Glawischnig: Haider und Molterer billigen katastrophale Umweltsituation in Arnoldstein

Rasche Maßnahmen zur Sanierung der Luftsituation in Kärntner Industriegebiet nötig

Klagenfurt (OTS) - "Die Umweltsituation im Kärntner Industriegebiet Arnoldstein ist weiterhin alarmierend", warnt Eva Glawischnig, Umweltsprecherin der Grünen, anlässlich einer aktuellen parlamentarischen Anfragebeantwortung durch Bundesminister Molterer. Demnach kam es auch im Jahr 2001 zu teilweise groben Grenzwertüberschreitungen bei Blei und Cadmium im Staubniederschlag. Der Blei-Grenzwert wurde an 7 von 13 gemessenen Stellen um bis zum Dreifachen des Erlaubten überschritten, der Cadmium-Grenzwert bei 4 von 12 Stellen erreicht bzw. überschritten. "Bezüglich Blei im Staubniederschlag ist Arnoldstein damit höher als Brixlegg belastet", kritisiert Glawischnig. "Seit Jahren gefährdet die katastrophale Umweltsituation die Gesundheit der Anrainer, seit Jahren werden weder von LH Haider noch von Umweltminister Molterer keine Gegenmaßnahmen gesetzt", kritisiert Glawischnig.

"Das Immissionsschutzgesetz-Luft sieht in solchen Fällen die systematische Erhebung der Verursacher und die Erlassung eines Maßnahmenplans zur Reduktion der Schadstoffe vor, trotzdem wurden keine Maßnahmen getroffen", kritisiert Glawischnig.
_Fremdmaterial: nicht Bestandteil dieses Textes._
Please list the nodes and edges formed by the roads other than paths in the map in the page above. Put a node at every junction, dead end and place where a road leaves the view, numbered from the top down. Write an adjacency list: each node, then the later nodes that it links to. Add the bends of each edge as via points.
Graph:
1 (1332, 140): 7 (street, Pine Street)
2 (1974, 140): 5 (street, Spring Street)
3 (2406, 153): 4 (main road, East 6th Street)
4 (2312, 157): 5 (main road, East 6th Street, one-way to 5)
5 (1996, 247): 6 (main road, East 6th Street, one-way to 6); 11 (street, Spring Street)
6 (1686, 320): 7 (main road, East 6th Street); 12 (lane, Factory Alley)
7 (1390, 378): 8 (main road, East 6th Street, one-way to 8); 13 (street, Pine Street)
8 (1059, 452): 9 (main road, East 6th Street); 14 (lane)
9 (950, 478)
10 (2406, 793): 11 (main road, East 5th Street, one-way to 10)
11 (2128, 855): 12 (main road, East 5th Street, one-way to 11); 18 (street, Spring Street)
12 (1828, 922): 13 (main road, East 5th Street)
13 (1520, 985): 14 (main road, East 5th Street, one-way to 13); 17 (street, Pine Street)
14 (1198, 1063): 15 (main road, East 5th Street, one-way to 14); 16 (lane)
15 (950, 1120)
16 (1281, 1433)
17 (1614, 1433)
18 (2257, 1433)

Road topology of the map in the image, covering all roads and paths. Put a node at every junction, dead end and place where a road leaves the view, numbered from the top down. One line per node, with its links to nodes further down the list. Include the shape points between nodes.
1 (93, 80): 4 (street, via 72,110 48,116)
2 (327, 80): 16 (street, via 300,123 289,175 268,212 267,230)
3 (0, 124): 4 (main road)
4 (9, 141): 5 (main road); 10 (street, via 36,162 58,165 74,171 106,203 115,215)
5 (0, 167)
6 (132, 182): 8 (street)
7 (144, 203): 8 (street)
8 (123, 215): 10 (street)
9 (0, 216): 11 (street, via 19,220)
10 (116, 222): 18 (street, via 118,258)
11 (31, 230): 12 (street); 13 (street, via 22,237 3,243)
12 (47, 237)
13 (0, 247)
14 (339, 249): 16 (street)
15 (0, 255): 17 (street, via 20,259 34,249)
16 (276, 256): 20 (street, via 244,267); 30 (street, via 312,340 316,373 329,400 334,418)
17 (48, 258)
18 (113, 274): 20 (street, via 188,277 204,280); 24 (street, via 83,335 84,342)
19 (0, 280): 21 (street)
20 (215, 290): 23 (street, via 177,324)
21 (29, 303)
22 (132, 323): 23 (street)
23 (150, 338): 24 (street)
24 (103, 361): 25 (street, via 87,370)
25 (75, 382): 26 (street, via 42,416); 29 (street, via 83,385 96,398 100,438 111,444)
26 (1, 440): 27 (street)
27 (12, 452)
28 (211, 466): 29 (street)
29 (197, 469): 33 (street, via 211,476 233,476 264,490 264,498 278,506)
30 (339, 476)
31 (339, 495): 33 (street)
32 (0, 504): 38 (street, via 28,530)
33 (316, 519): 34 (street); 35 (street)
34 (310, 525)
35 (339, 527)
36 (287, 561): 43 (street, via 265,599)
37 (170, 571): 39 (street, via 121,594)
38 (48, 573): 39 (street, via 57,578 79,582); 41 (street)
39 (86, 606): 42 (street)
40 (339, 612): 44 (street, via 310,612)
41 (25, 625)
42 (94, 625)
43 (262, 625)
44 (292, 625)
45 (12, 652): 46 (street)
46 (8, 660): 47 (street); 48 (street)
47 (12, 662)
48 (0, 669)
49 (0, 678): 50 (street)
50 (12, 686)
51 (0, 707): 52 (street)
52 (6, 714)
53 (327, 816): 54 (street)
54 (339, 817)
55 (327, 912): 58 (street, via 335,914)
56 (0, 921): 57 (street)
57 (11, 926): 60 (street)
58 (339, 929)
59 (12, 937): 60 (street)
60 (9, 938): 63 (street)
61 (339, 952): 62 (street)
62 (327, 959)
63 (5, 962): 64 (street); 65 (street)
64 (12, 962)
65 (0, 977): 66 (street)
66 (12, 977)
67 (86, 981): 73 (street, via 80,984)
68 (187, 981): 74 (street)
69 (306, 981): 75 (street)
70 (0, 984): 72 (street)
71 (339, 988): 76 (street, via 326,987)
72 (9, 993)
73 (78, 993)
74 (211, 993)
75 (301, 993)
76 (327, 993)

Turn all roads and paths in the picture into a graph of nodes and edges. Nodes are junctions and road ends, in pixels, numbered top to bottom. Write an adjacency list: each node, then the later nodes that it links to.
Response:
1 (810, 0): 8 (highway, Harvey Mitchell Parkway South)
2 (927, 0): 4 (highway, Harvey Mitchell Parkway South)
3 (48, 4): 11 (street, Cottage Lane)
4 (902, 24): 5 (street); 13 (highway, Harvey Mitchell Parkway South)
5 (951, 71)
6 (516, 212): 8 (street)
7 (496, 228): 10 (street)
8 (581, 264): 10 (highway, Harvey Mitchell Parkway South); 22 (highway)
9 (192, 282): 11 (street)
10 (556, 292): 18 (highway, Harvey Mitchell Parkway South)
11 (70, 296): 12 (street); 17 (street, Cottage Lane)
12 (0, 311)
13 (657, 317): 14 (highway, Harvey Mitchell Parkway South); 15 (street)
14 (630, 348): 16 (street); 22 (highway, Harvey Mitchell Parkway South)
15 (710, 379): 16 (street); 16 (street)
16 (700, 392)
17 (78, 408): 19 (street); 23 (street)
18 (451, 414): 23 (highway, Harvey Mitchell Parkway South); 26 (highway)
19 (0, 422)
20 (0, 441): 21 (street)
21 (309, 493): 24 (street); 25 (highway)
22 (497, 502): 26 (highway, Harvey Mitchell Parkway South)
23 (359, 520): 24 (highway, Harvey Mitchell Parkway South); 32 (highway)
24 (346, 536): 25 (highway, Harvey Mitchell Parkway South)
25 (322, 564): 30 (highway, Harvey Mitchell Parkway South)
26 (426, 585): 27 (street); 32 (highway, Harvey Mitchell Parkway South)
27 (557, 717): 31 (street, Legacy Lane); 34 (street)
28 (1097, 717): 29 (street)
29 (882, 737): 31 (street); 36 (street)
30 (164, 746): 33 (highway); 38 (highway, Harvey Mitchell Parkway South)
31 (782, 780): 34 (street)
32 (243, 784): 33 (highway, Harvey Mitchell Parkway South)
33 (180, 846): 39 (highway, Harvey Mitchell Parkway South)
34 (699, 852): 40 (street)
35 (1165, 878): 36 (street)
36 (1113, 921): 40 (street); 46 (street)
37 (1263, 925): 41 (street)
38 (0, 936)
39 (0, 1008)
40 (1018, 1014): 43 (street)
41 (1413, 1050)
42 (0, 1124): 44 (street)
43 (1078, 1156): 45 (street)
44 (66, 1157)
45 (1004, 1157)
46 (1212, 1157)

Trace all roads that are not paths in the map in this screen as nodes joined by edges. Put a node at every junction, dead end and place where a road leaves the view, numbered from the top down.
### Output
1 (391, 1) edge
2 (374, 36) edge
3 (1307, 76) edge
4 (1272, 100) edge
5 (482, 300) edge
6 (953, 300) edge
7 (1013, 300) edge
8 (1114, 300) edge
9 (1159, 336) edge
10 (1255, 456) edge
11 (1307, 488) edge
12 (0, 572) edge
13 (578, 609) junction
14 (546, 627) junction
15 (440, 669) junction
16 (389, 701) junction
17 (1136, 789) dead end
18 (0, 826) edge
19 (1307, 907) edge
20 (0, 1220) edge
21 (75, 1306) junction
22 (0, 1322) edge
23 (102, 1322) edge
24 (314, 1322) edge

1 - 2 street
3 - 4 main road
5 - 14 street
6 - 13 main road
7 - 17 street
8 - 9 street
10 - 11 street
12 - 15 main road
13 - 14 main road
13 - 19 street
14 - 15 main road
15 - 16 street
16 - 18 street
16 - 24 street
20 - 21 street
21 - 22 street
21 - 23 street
Die Umweltsprecherin fordert LH Haider auf, die für die Grenzwertüberschreitungen bei Blei und Cadmium im Staubniederschlag verantwortlichen Emissionsquellen zu erheben und die Emissionsbilanzen vorzulegen sowie Sanierungsschritte in Angriff zu nehmen. "Auch Molterer trägt durch die Bewilligung von Versuchsbetriebsgenehmigungen Mitverantwortung an der schlimmen Situation in Arnoldstein", so Glawischnig. Jahrelang lief beispielsweise der Betrieb der Firma Asamer-Becker Recycling GesmbH als Versuchsbetrieb, die Versuchsbetriebsgenehmigung für die Altspeiseölverwertung mit einer Jahreskapazität von 50.000 Tonnen wurde unlängst erteilt.

"Es darf nicht sein, dass der Industriestandort Arnoldstein vom Land Kärnten als großes Versuchslabor missbraucht wird", so Glawischnig. Wie die Anfragebeantwortung von BM Molterer zeigt, ist dem Unternehmen BMG-Metall & Recycling GmbH (Behandlung von Bleiakkumulaturen und Bleiasche mit einer Jahreskapazität von 50.000 Tonnen) bescheidmäßig noch ein Bleiausstoß von 5 mg/Nm3 erlaubt. "Dies ist ein horrender Wert", so Glawischnig. "Auch wenn die tatsächlich gemessenen Werte bei 0,036 mg/Nm3 liegen, bleibt so dem Anlagenbetreiber einer großer Spielraum für irreguläre Betriebszustände."

Glawischnig fordert, dass es jedenfalls bis zur Behebung der dargelegten Grenzwert-Überschreitungen keine neuen Betriebsansiedlungen gibt. Darüber hinaus müssen die bleiverseuchten Böden dringend saniert werden.